Equation (1) illustrates the Ray optic concept, where an incident light ray (I) interacts with the surface of an oxide layer. The incident ray splits into a reflected ray (R1) and a transmitted ray (T1) that passes through the oxide layer. Upon reaching the oxide layer/bulk material interface, the transmitted ray is reflected (RT1) and travels back through the oxide layer before exiting into the air. The color that is observed depends on the optical path difference (OPD) between the reflected ray (R1) and the transmitted-reflected ray (T RT1). This path difference is determined by the refraction angle, which follows Snell’s law (θ2), the thickness of the oxide layer (t), the refractive index of the oxide layer (n2), and the wavelength of light (λ). The refractive index (n2) is wavelength-dependent, influencing the interference pattern [16,17,18].

OPD = 2·(n2(λ)·t·cos(θ2))

(1)

In the case of oxide films, which could be composed by different layers of materials with different refractive indices, interference effects can occur, as the thickness of the thin film influences the optical path difference [16,17]. The optical path difference determines the phase relationship between the interfering waves, which, in turn, affects the resulting observed color. Depending on the film’s thickness and the wavelength of the incident light, different colors will be determined [17].

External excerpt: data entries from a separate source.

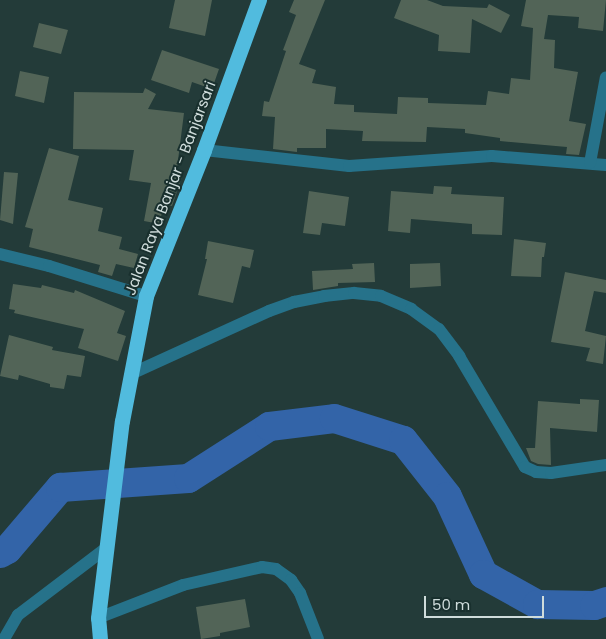 <!DOCTYPE html>
<html>
<head>
<meta charset="utf-8">
<style>
  body { margin:0 }
  #map { position:relative; width:606px; height:639px; overflow:hidden; background:#233b39; font-family:Poppins,sans-serif }
  div>[style] { position:absolute }
  .river>* { height:29px; margin:-14.5px; padding:0 14.5px; transform-origin:14.5px; border-radius:14.5px; background:#3364a8 }
  .building>* { inset:0; background:#526457 }
  .minor>* { height:12px; margin:-6px; padding:0 6px; transform-origin:6px; border-radius:6px; background:#26728a }
  .highway>* { height:15px; margin:-7.5px; padding:0 7.5px; transform-origin:7.5px; border-radius:7.5px; background:#51bbde }
  span { translate:-50% -50%; white-space:nowrap; text-align:center; line-height:1.15; -webkit-text-stroke:4px #19302e; paint-order:stroke }
  .street-label { font-size:15px; color:#cfdcdb }
  .scale { position:absolute; left:424px; top:596px; width:120px; height:22px; box-sizing:border-box; border:2px solid #cfdcdb; border-top:0; padding-left:6px; font-size:15px; line-height:18px; white-space:nowrap; color:#cfdcdb; -webkit-text-stroke:4px #19302e; paint-order:stroke }
</style>
</head>
<body>
<div id="map">
  <div class="river">
    <div style="left:0;top:553px;width:8px;rotate:-30deg"></div>
    <div style="left:7px;top:549px;width:82px;rotate:-49.5deg"></div>
    <div style="left:60px;top:487px;width:128px;rotate:-4deg"></div>
    <div style="left:188px;top:478px;width:96px;rotate:-32.7deg"></div>
    <div style="left:269px;top:426px;width:65px;rotate:-7deg"></div>
    <div style="left:334px;top:418px;width:72px;rotate:17.7deg"></div>
    <div style="left:403px;top:440px;width:71px;rotate:51.8deg"></div>
    <div style="left:447px;top:496px;width:86px;rotate:65.2deg"></div>
    <div style="left:483px;top:574px;width:62px;rotate:29.1deg"></div>
    <div style="left:537px;top:604px;width:57px;rotate:1deg"></div>
    <div style="left:594px;top:605px;width:13px;rotate:-18deg"></div>
  </div>
  <div class="building">
    <div style="clip-path:polygon(175px 0,212px 0,205px 36px,169px 28px)"></div>
    <div style="clip-path:polygon(294px 0,325px 0,299px 64px,316px 70px,312px 83px,336px 87px,334px 104px,354px 105px,354px 112px,397px 114px,398px 97px,428px 98px,428px 103px,486px 105px,488px 91px,509px 94px,511px 78px,530px 80px,533px 28px,521px 26px,526px 0,606px 0,603px 31px,578px 28px,579px 17px,548px 15px,544px 39px,555px 40px,554px 68px,578px 72px,569px 121px,586px 124px,579px 155px,566px 154px,567px 147px,500px 141px,500px 138px,465px 133px,465px 129px,427px 127px,426px 142px,362px 141px,363px 131px,326px 129px,326px 148px,297px 148px,297px 152px,273px 149px,275px 117px,262px 116px,264px 101px,269px 102px,286px 51px,283px 50px,296px 15px,289px 12px)"></div>
    <div style="clip-path:polygon(401px 0,427px 0,443px 6px,487px 8px,489px 4px,510px 15px,501px 33px,472px 19px,470px 53px,438px 51px,439px 35px,394px 18px)"></div>
    <div style="clip-path:polygon(39px 23px,68px 30px,61px 54px,33px 47px)"></div>
    <div style="clip-path:polygon(162px 50px,219px 69px,212px 89px,192px 82px,189px 93px,151px 80px)"></div>
    <div style="clip-path:polygon(20px 71px,49px 77px,44px 103px,15px 96px)"></div>
    <div style="clip-path:polygon(145px 88px,156px 94px,148px 109px,184px 113px,176px 176px,182px 177px,172px 206px,163px 204px,160px 224px,144px 221px,151px 183px,129px 180px,134px 150px,73px 149px,74px 92px,143px 93px)"></div>
    <div style="clip-path:polygon(49px 148px,79px 156px,68px 200px,103px 208px,98px 231px,122px 237px,119px 249px,138px 254px,134px 268px,116px 264px,112px 276px,98px 272px,100px 265px,29px 247px,33px 229px,25px 227px)"></div>
    <div style="clip-path:polygon(4px 172px,18px 173px,13px 224px,0 220px)"></div>
    <div style="clip-path:polygon(434px 186px,452px 187px,451px 194px,504px 197px,502px 235px,472px 234px,472px 224px,411px 219px,410px 233px,388px 231px,391px 191px,433px 194px)"></div>
    <div style="clip-path:polygon(309px 191px,349px 197px,345px 226px,322px 223px,320px 235px,303px 233px)"></div>
    <div style="clip-path:polygon(514px 239px,546px 243px,544px 257px,542px 257px,541px 277px,511px 276px)"></div>
    <div style="clip-path:polygon(208px 241px,254px 250px,250px 268px,242px 266px,233px 303px,198px 295px,207px 259px,205px 259px)"></div>
    <div style="clip-path:polygon(374px 263px,375px 282px,338px 283px,338px 286px,313px 290px,312px 271px,353px 269px,352px 264px)"></div>
    <div style="clip-path:polygon(440px 263px,441px 286px,410px 288px,410px 264px)"></div>
    <div style="clip-path:polygon(565px 272px,606px 280px,606px 293px,594px 291px,585px 331px,606px 336px,603px 364px,586px 361px,590px 348px,551px 342px)"></div>
    <div style="clip-path:polygon(13px 284px,41px 288px,42px 285px,74px 293px,75px 290px,125px 311px,117px 333px,126px 336px,118px 361px,78px 348px,84px 329px,14px 313px,15px 310px,9px 309px)"></div>
    <div style="clip-path:polygon(9px 335px,53px 347px,52px 350px,85px 356px,81px 377px,67px 375px,64px 389px,50px 387px,50px 384px,19px 375px,18px 380px,0 376px)"></div>
    <div style="clip-path:polygon(580px 399px,599px 400px,597px 432px,550px 428px,551px 465px,538px 464px,531px 461px,526px 448px,535px 448px,538px 401px,580px 404px)"></div>
    <div style="clip-path:polygon(245px 599px,250px 627px,220px 633px,220px 636px,201px 639px,196px 607px)"></div>
  </div>
  <div class="minor">
    <div style="left:204px;top:150px;width:146px;rotate:6.3deg"></div>
    <div style="left:349px;top:166px;width:143px;rotate:-4deg"></div>
    <div style="left:492px;top:156px;width:114px;rotate:4.5deg"></div>
    <div style="left:590px;top:163px;width:87px;rotate:-79.5deg"></div>
    <div style="left:0;top:254px;width:50px;rotate:13.8deg"></div>
    <div style="left:49px;top:266px;width:102px;rotate:17.2deg"></div>
    <div style="left:133px;top:373px;width:149px;rotate:-24.5deg"></div>
    <div style="left:269px;top:311px;width:27px;rotate:-20deg"></div>
    <div style="left:294px;top:302px;width:31px;rotate:-11deg"></div>
    <div style="left:324px;top:296px;width:30px;rotate:-6deg"></div>
    <div style="left:354px;top:293px;width:27px;rotate:6deg"></div>
    <div style="left:381px;top:296px;width:33px;rotate:23deg"></div>
    <div style="left:411px;top:309px;width:34px;rotate:36deg"></div>
    <div style="left:439px;top:329px;width:34px;rotate:53deg"></div>
    <div style="left:459px;top:356px;width:129px;rotate:59.3deg"></div>
    <div style="left:525px;top:467px;width:12px;rotate:24deg"></div>
    <div style="left:536px;top:472px;width:15px;rotate:4deg"></div>
    <div style="left:551px;top:473px;width:56px;rotate:-8.3deg"></div>
    <div style="left:98px;top:618px;width:91px;rotate:-21.2deg"></div>
    <div style="left:183px;top:585px;width:81px;rotate:-12.8deg"></div>
    <div style="left:262px;top:567px;width:14px;rotate:8deg"></div>
    <div style="left:276px;top:569px;width:19px;rotate:36deg"></div>
    <div style="left:291px;top:580px;width:16px;rotate:55deg"></div>
    <div style="left:300px;top:593px;width:49px;rotate:68.6deg"></div>
    <div style="left:4px;top:639px;width:28px;rotate:-60deg"></div>
    <div style="left:18px;top:615px;width:109px;rotate:-37.2deg"></div>
  </div>
  <div class="highway">
    <div style="left:100px;top:639px;width:21px;rotate:-95deg"></div>
    <div style="left:98px;top:618px;width:198px;rotate:-83.1deg"></div>
    <div style="left:122px;top:421px;width:127px;rotate:-79.1deg"></div>
    <div style="left:146px;top:296px;width:157px;rotate:-68.3deg"></div>
    <div style="left:204px;top:150px;width:160px;rotate:-69.9deg"></div>
  </div>
  <div class="street-label">
    <span style="left:170px;top:188px;rotate:-69deg">Jalan Raya Banjar - Banjarsari</span>
  </div>
  <div class="scale">50 m</div>
</div>
</body>
</html>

The current study aims to fill existing gaps in the literature by investigating the impact of oxygen content in the purging gas during GTAW on the discoloration levels of the root joint area and the pitting corrosion resistance of AISI 316L SS. Specifically, this research focuses on evaluating the pitting corrosion resistance of steel without removing the discoloration. The present study aims to investigate the critical value of oxygen impurity in argon backing gas, with a specific focus on its influence on the pitting corrosion resistance. By identifying the optimum oxygen content for enhanced corrosion resistance, this research contributes to the development of practical solutions for industries that are seeking both effective welding outcomes and cost efficiency. The principal objective of this research is to quantify the impact of variations in oxygen content on the pitting corrosion resistance of the welded joint. Therefore, four different oxygen contents in backing gas were selected for the analysis. A combination of microscopic and chemical analysis methods, as well as thermodynamic modeling, were used to characterize the discoloration, then pitting corrosion tests were carried out and the oxide layers’ nature and compositions were analyzed. Then, the operating mechanisms are discussed. Finally, recommendations on operational conditions are proposed.

2. Materials and Methods

The specimens used in this work were made of 316L SS with a chemical composition (wt.%) as indicated in

Table 1. Chemical composition of 316L SS (wt %).

Element	C	Mn	Si	P	S	Mo	Cr
Amount	0.02	0.97	0.43	0.28	0.001	2.05	16.47
Element	Ni	Al	Co	Cu	W	N	Other
Amount	11.37	0.0162	0.22	0.25	0.073	0.093	0.13

. The chemical composition was determined through the utilization of spectrometry, a technique well-regarded for its precision in analyzing material composition. The analysis process involved taking multiple measurements to ensure accuracy and repeatability. In fact, the measurements were carried out five times to establish the reliability of the results. To perform the chemical composition determination, a Thermo Scientific ARLTM 4460 Optical Emission Spectrometer (Thermo Fisher Scientific Inc., Waltham, MA, USA) was employed. In this study, 316L SS specimens were welded using GTAW with varying concentrations of oxygen in the purging gas. The effect of oxygen content on the discoloration levels and pitting corrosion resistance of the root welded joints was investigated. The interior of the pipe was purged with argon gas containing specific oxygen concentrations, ranging from 50 to 5000 ppm. The thermodynamic software FactSage was used to predict the formation of possible phases based on oxygen content and temperature. Potentiodynamic anodic polarization tests were conducted to determine the pitting potential. Discoloration images were acquired using a 3D scanner, and the oxide layer was analyzed using scanning electron microscopy (SEM) with the help of mounting techniques and ion milling methods. The detailed methodology and analysis procedures are described in the subsequent paragraphs.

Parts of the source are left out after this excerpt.